Since inverting the hour and the minute hand caused a reading of $57$ mins early, the actual position of the minute hand must have been before the actual position of the hour hand, which means the actual time was less than $5:30$. Therefore, $57$ mins earlier the time must have been some mins past $4$ o'clock.
Let the incorrect time reading be $m$ mins past $4$.

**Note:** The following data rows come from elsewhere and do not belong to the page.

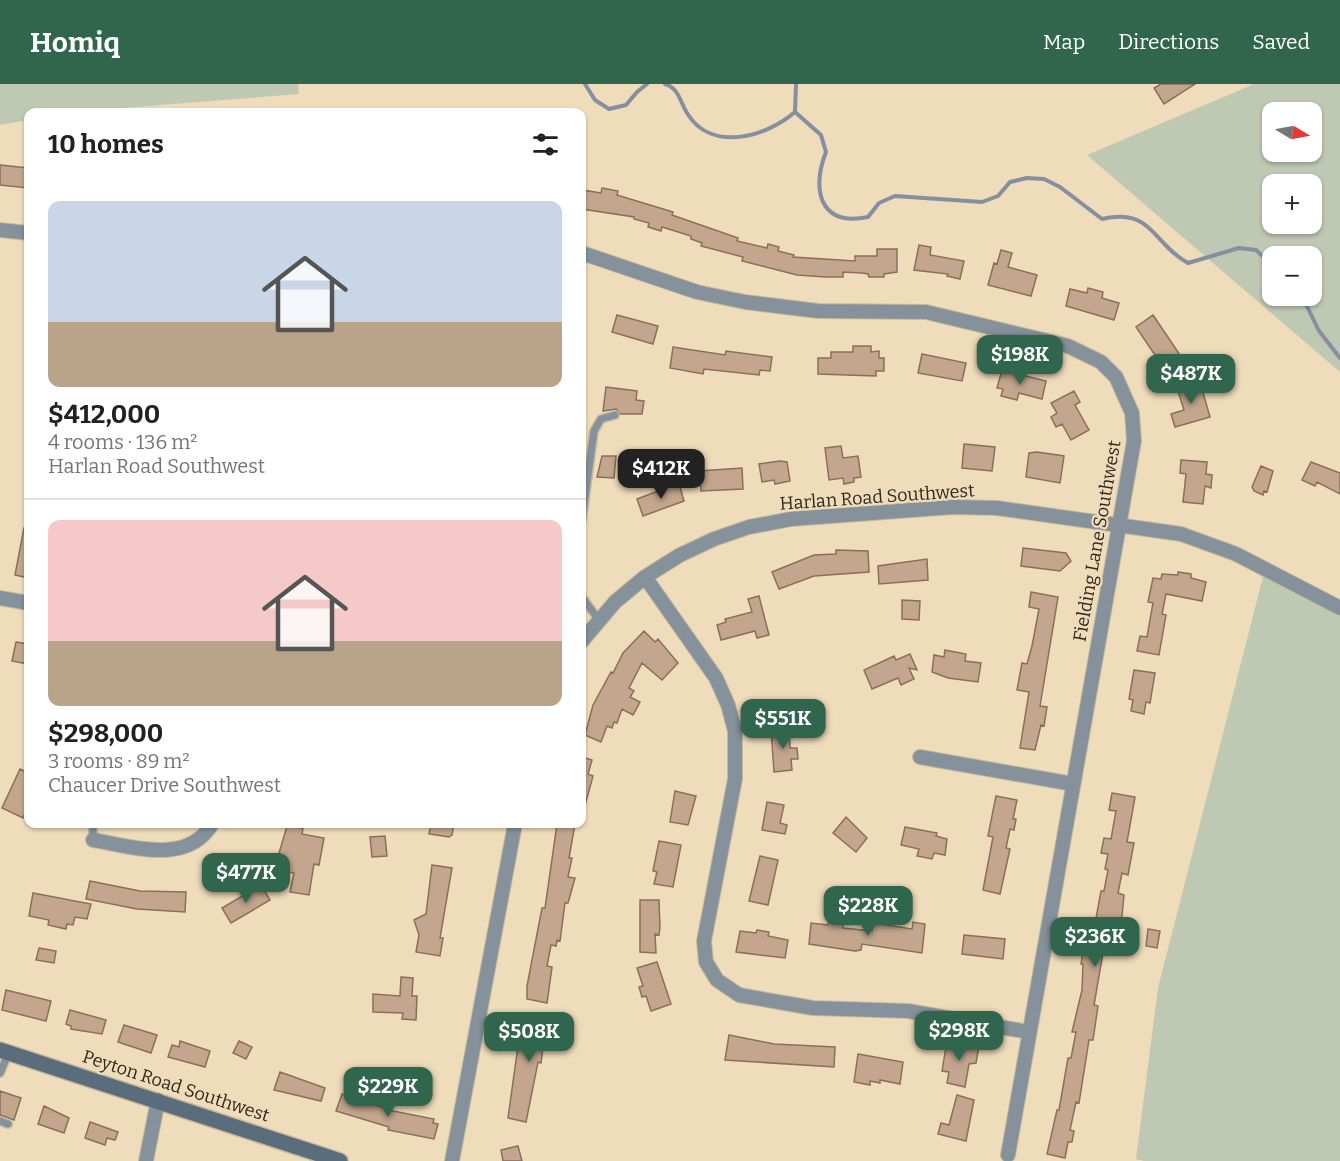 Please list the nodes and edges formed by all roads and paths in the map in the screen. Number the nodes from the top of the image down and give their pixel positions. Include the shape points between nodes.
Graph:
1 (0, 230) edge
2 (24, 233) edge
3 (586, 254) edge
4 (615, 416) dead end
5 (586, 490) edge
6 (1119, 524) junction
7 (645, 577) junction
8 (0, 598) edge
9 (24, 602) edge
10 (586, 602) edge
11 (1340, 608) edge
12 (599, 620) junction
13 (586, 636) edge
14 (920, 757) dead end
15 (1073, 784) junction
16 (93, 828) edge
17 (208, 828) edge
18 (514, 828) edge
19 (93, 840) joint
20 (1029, 1032) junction
21 (4, 1051) edge
22 (0, 1073) edge
23 (158, 1100) junction
24 (0, 1121) edge
25 (8, 1124) dead end
26 (1008, 1155) dead end
27 (146, 1161) edge
28 (340, 1161) edge
29 (452, 1161) edge

1 - 2 street
3 - 6 street, Fielding Lane Southwest via 697,292 745,302 818,311 926,312 1082,351 1116,377 1132,413 1134,441
4 - 5 lane via 600,419 594,431
6 - 7 street, Harlan Road Southwest via 997,508 953,507 791,519 714,539
6 - 11 street, Harlan Road Southwest via 1181,534 1236,554
6 - 15 street, Fielding Lane Southwest
7 - 12 street, Harlan Road Southwest
7 - 20 street via 716,678 735,731 735,779 704,941 706,962 717,980 739,995 790,1006 908,1011
8 - 9 street
10 - 12 lane
12 - 13 street, Harlan Road Southwest
14 - 15 street
15 - 20 street, Fielding Lane Southwest
16 - 19 lane
17 - 19 street via 192,844 170,850
18 - 29 street
20 - 26 street, Fielding Lane Southwest
21 - 22 lane
21 - 23 street, Peyton Road Southwest
23 - 27 street
23 - 28 street, Peyton Road Southwest
24 - 25 lane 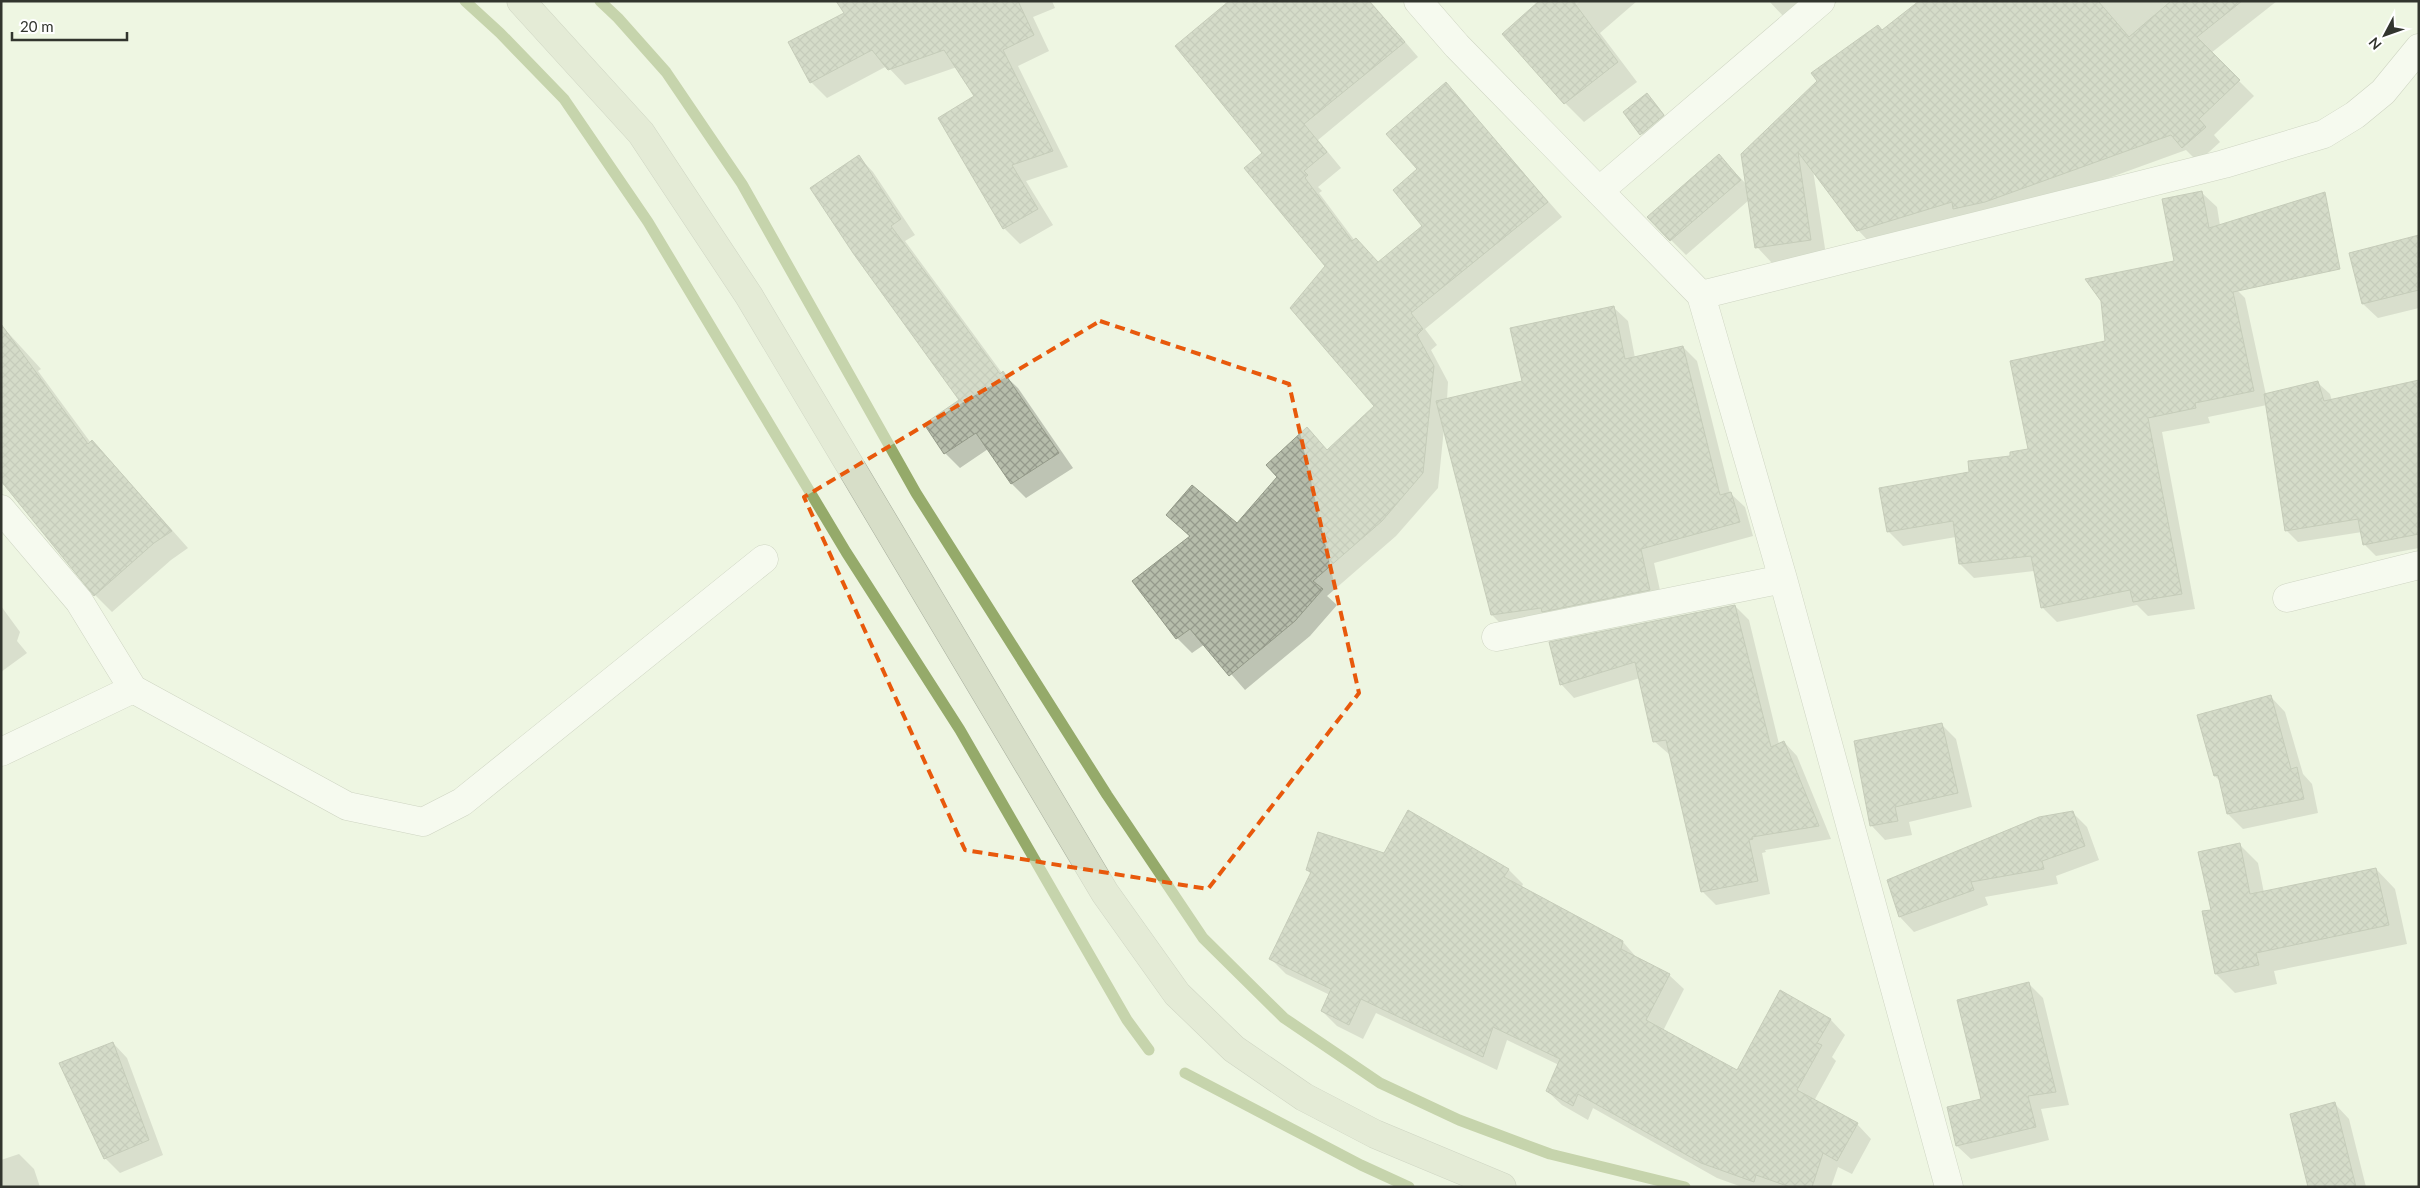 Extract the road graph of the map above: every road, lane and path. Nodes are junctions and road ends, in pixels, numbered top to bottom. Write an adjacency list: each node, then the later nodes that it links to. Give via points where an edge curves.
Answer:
1 (521, 1): 15 (street, via 647,141 749,296 1105,893 1177,994 1234,1049 1304,1097 1375,1134)
2 (1418, 1): 5 (street, via 1457,46)
3 (1821, 1): 5 (street)
4 (2419, 48): 6 (street, via 2383,92 2324,134 2224,164)
5 (1599, 191): 6 (street)
6 (1701, 295): 10 (street)
7 (1, 510): 13 (street, via 79,601)
8 (764, 559): 13 (street, via 462,802 423,822 347,806)
9 (2419, 565): 11 (street)
10 (1783, 579): 12 (street); 16 (street)
11 (2287, 598)
12 (1496, 637)
13 (133, 689): 14 (street)
14 (1, 752)
15 (1502, 1187)
16 (1949, 1187)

At $m$ mins past $4$ the minute hand will be at an angle of $6m^\circ$ with the $12$ o'clock position, and the hour hand will be at and angle of $4 \times 30 + \dfrac{m}{2} = \left(120 + \dfrac{m}{2}\right)^\circ$
After $57$ mins the minute hand will be at a position $(6m - 18)^\circ$
In $57$ mins the hour hand would have moved by $57 \times \dfrac{30}{60} = \left(\dfrac{57}{2}\right)^\circ$
$120 + \dfrac{m}{2} + \dfrac{57}{2} = 6m$
$\Rightarrow 120 + \dfrac{57}{2} = \dfrac{11m}{2}$
$\Rightarrow 240 + 57 = 11m$
$\Rightarrow m = 27$
Therefore, $57$ mins earlier the count of minutes was $27$, therefore at the current time the minute count will be $27 + 57 (mod\ 60) = 24$
Problem 11 of 16
In triangle $ABC$ right angled at vertex $B$, a point $O$ is chosen on the side $BC$ such that the circle $\gamma$ centered at $O$ of radius $OB$ touches the side $AC$. Let $AB = 63$ and $BC = 16$, and the radius of $\gamma$ be of the form $\dfrac{m}{n}$ where $m$, $n$ are relatively prime positive integers. Find the value of $m + n$.Solution:
We can draw the diagram for the given problem as shown below.
We have drawn a tangent from $C$ to the circle $\gamma$, and extended it to meet $AB$, extended, at $D$.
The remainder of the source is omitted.